Tutorial: missing value handling
This tutorial illustrates the usage of Transducers.jl by stepping through various handling of missing values.
using Transducers
Dot product
Here is a simple way to compute a dot product using MapSplat
:
zip(1:3, 10:2:14) |> MapSplat(*) |> sum
76
Let's see what it does step by step. First we create a "printer" transducer using the following function (see Map
):
xf_printer(label) = Map() do x
println(label, ": ", x)
return x # just return it as-is
end
This transducer just pass-through the input while printing its value (prefixed by a label
). Let's sandwich the previous MapSplat(*)
with it:
zip(1:3, 10:2:14) |>
xf_printer(" input") |>
MapSplat(*) |>
xf_printer("output") |>
sum
input: (1, 10)
output: 10
input: (2, 12)
output: 24
input: (3, 14)
output: 42
You can see that the input tuple (1, 10)
is splatted into function *
by MapSplat
which then outputs 10
. This is repeated for all inputs.
Perhaps unfortunately, this way of computing a dot product propagates any missing values contained in the input arrays to the result (which may actually be desired in certain cases).
xs = [1, missing, 3, 2]
ys = [10, 14, missing, 12]
zip(xs, ys) |> MapSplat(*) |> sum
missing
However, it is very simple to ignore any missing values using OfType
:
zip(xs, ys) |> OfType(Tuple{Vararg{Number}}) |> MapSplat(*) |> sum
34
Here, Tuple{Vararg{Number}}
is a type that matches with a tuple of any length with numbers. It does not match with a tuple if it has a missing
.
@assert (1, 0.5) isa Tuple{Vararg{Number}}
@assert (1, 0.5, 2im) isa Tuple{Vararg{Number}}
@assert !((1, missing) isa Tuple{Vararg{Number}})

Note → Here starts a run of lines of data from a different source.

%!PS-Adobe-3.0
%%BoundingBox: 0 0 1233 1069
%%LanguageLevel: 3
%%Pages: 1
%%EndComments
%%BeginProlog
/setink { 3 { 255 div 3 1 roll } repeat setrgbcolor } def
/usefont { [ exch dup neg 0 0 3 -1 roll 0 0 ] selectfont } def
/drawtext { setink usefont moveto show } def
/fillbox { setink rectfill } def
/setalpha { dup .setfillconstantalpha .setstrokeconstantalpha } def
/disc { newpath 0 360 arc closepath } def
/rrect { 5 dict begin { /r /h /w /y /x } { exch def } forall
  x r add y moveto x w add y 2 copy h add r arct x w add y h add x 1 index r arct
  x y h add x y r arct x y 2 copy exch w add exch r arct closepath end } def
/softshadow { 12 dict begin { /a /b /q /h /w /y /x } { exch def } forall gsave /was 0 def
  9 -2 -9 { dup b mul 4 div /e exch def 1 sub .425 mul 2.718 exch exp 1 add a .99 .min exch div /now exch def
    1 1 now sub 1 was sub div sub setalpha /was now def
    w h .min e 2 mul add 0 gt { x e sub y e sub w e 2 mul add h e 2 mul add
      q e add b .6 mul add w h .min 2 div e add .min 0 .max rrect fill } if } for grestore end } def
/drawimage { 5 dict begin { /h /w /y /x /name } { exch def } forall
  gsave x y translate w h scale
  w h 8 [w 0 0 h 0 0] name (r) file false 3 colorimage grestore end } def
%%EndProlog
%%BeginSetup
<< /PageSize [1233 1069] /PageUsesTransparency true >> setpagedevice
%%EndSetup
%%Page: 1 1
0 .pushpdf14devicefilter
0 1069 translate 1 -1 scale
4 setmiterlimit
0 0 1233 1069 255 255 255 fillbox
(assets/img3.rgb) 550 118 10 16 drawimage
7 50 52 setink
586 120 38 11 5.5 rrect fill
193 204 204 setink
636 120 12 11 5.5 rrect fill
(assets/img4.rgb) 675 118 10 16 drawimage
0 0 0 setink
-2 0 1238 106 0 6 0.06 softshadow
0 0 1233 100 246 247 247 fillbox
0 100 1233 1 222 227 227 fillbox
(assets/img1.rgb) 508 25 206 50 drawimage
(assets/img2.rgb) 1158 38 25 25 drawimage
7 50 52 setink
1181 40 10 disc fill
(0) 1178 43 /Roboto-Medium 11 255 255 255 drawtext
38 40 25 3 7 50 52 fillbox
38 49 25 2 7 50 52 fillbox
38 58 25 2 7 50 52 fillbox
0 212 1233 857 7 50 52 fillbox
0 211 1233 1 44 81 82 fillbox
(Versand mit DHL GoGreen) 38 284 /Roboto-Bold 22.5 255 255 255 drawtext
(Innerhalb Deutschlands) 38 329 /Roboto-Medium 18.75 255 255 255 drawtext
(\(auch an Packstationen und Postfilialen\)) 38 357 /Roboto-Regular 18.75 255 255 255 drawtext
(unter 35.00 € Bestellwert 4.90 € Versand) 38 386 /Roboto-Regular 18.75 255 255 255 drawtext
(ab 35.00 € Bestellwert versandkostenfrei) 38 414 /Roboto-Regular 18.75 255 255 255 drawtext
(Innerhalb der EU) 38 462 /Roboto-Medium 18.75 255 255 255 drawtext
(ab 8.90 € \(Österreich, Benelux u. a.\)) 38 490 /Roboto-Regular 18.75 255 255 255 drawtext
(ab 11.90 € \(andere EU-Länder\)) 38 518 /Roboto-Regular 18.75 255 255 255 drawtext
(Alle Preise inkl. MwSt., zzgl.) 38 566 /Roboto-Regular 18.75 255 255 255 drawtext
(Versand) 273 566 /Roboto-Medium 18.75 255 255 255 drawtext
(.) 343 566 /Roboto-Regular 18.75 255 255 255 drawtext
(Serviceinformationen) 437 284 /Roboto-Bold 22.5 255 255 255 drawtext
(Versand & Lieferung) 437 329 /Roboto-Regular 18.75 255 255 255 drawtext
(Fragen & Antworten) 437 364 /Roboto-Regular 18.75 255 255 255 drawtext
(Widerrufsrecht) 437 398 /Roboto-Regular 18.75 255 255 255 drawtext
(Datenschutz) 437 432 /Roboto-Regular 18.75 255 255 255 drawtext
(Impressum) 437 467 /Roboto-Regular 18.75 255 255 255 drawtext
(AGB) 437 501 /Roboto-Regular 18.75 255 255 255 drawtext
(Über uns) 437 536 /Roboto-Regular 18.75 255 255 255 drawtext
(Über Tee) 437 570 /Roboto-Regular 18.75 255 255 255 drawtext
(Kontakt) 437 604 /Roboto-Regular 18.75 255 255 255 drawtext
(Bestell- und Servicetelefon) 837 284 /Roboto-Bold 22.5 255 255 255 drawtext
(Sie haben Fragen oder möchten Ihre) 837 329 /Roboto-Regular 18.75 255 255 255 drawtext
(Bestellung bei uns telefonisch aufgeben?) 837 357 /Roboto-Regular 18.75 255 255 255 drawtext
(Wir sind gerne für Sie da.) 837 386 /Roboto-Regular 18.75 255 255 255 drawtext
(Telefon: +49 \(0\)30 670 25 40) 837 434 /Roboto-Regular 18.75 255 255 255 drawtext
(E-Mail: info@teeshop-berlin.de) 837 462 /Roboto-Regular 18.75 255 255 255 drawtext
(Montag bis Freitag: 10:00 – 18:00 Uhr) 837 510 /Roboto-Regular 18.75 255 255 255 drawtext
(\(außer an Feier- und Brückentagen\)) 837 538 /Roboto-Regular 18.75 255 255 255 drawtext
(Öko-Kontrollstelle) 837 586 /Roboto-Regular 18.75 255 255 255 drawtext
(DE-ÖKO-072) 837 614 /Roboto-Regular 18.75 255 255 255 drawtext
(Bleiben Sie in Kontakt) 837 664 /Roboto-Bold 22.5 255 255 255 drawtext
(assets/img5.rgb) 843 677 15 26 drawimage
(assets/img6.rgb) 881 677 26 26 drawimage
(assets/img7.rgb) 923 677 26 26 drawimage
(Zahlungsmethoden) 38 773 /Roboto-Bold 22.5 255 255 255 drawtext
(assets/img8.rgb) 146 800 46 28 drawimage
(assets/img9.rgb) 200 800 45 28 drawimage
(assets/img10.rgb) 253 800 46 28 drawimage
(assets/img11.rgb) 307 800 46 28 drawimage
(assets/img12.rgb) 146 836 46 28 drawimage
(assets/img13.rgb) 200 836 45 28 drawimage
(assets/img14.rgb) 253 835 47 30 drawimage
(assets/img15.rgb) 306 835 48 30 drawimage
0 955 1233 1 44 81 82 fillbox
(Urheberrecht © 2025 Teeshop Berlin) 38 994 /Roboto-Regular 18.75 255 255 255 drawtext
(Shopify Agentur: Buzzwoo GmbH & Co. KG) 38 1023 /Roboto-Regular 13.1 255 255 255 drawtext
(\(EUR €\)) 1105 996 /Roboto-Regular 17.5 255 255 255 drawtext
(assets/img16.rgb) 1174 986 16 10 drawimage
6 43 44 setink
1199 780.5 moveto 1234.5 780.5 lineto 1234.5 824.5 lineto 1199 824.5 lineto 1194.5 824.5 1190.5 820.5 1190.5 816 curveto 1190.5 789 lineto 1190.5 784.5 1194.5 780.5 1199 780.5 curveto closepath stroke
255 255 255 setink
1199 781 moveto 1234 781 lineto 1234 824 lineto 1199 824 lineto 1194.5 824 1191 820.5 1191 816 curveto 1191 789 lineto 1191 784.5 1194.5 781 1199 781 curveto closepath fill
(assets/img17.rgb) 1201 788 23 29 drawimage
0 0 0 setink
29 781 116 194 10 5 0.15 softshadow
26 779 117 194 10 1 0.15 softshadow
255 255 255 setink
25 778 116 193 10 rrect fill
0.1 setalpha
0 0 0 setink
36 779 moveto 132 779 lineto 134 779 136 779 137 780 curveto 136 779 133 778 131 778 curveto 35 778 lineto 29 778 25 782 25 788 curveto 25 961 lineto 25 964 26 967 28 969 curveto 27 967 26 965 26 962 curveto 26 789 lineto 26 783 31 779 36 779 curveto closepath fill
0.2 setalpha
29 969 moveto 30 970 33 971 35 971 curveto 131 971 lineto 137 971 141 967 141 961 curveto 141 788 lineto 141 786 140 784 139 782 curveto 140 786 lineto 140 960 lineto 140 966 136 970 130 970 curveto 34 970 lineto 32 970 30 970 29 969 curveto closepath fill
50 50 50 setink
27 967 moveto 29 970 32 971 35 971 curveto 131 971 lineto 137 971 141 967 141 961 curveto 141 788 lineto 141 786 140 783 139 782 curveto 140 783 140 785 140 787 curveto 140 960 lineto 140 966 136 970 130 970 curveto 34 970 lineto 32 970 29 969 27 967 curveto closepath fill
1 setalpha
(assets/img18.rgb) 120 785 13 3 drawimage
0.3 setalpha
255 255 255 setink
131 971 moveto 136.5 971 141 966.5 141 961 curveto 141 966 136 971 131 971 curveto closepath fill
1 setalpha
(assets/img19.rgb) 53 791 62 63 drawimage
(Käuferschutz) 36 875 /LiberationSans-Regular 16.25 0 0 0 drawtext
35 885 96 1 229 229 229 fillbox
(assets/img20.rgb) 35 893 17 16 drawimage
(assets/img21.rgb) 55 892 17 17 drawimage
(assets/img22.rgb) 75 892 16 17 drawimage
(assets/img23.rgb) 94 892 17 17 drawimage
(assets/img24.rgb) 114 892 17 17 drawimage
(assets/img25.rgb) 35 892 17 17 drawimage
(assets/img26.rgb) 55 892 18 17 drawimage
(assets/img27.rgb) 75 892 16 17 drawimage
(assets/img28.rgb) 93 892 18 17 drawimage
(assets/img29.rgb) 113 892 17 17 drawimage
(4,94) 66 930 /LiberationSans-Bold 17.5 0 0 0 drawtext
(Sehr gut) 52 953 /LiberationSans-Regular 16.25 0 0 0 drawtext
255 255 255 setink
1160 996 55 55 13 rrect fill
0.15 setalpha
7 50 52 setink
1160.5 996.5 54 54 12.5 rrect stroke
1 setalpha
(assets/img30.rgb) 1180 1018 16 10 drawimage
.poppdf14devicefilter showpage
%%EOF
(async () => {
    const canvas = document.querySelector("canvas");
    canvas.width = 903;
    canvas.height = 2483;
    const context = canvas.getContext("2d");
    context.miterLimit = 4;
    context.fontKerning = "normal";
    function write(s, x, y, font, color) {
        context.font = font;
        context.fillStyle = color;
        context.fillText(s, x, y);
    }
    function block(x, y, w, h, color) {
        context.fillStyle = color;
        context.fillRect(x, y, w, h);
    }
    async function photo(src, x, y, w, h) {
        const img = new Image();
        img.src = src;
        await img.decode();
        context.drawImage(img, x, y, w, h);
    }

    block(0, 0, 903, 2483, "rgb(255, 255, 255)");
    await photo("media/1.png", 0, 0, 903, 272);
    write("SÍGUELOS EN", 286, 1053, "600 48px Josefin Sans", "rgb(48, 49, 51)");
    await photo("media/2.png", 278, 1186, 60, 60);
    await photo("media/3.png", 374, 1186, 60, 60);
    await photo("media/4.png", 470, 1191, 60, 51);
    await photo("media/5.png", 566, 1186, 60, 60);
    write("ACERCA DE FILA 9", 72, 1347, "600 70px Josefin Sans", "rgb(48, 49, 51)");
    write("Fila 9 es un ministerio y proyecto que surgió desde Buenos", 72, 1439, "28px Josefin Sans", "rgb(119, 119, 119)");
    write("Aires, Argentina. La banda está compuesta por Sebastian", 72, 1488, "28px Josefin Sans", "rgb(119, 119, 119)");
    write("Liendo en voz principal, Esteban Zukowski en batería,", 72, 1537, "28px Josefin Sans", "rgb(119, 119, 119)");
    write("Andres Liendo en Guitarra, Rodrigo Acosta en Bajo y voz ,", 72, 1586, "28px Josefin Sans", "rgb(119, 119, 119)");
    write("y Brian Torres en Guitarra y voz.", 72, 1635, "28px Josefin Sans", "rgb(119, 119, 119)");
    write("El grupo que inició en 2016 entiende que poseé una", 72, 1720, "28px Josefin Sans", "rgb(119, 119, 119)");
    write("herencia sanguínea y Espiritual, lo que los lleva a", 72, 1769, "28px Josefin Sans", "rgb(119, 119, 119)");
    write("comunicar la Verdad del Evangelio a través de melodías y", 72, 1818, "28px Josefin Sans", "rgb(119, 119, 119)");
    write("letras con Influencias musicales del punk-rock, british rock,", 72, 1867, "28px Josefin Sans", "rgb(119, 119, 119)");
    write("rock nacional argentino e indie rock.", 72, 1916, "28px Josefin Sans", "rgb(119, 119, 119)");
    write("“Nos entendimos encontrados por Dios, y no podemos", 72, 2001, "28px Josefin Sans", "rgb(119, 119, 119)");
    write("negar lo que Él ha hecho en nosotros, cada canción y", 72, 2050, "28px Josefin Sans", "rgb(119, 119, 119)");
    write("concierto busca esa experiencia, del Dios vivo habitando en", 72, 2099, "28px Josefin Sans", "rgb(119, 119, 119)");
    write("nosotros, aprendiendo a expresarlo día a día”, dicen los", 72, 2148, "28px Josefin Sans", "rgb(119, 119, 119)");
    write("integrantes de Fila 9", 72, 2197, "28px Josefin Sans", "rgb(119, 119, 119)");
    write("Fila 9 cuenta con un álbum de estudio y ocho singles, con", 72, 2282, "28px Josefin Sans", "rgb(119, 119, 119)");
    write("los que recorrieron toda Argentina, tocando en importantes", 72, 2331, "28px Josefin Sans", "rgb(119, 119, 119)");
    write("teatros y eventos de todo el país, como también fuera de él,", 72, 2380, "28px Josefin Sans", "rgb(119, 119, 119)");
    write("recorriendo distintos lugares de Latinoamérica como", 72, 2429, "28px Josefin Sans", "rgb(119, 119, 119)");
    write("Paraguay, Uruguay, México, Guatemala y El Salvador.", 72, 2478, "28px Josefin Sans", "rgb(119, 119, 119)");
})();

The part ... |> OfType(Tuple{Vararg{Number}}) |> MapSplat(*)
can be factored out using opcompose
:
xf_mdot = opcompose(OfType(Tuple{Vararg{Number}}), MapSplat(*));
or equivalently
OfType(Tuple{Vararg{Number}}) ⨟ MapSplat(*)
The transducer xf_mdot
can be used where previously OfType(Tuple{Vararg{Number}}) |> MapSplat(*)
was used:
zip(xs, ys) |> xf_mdot |> sum
34
Covariance
Transducer xf_mdot
above can also be used to compute the covariance. First, we need the number of pairs of elements in xs
and ys
that both of them are not missing
:
nonmissings = zip(xs, ys) |> Map(x -> x isa Tuple{Vararg{Number}}) |> count
2
Finally, we have to pre-process the input to xf_mdot
by subtracting the average. It's easy to do this with Map
:
using Statistics: mean
function xf_demean(xs, ys)
xmean = mean(skipmissing(xs))
ymean = mean(skipmissing(ys))
return Map(((x, y),) -> (x - xmean, y - ymean))
end
We can then compute the covariance by combining xf_demean
and xf_mdot
:
s = zip(xs, ys) |> xf_demean(xs, ys) |> xf_mdot |> sum
s / nonmissings
1.0
In xf_demean
, the averages of the vectors xs
and ys
are computed separately. It is also easy to compute the averages of the elements where both xs
and ys
are non-missing
:
function xf_demean2(xs, ys)
n, xsum, ysum =
zip(xs, ys) |>
OfType(Tuple{Vararg{Number}}) |>
Map(((x, y),) -> (1, x, y)) |>
Broadcasting() |>
sum
xmean = xsum / n
ymean = ysum / n
return Map(((x, y),) -> (x - xmean, y - ymean))
end
s = zip(xs, ys) |> xf_demean2(xs, ys) |> xf_mdot |> sum
s / nonmissings
0.5
In xf_demean2
, we used Broadcasting
transducer to broadcast elements of the tuple (1, x, y)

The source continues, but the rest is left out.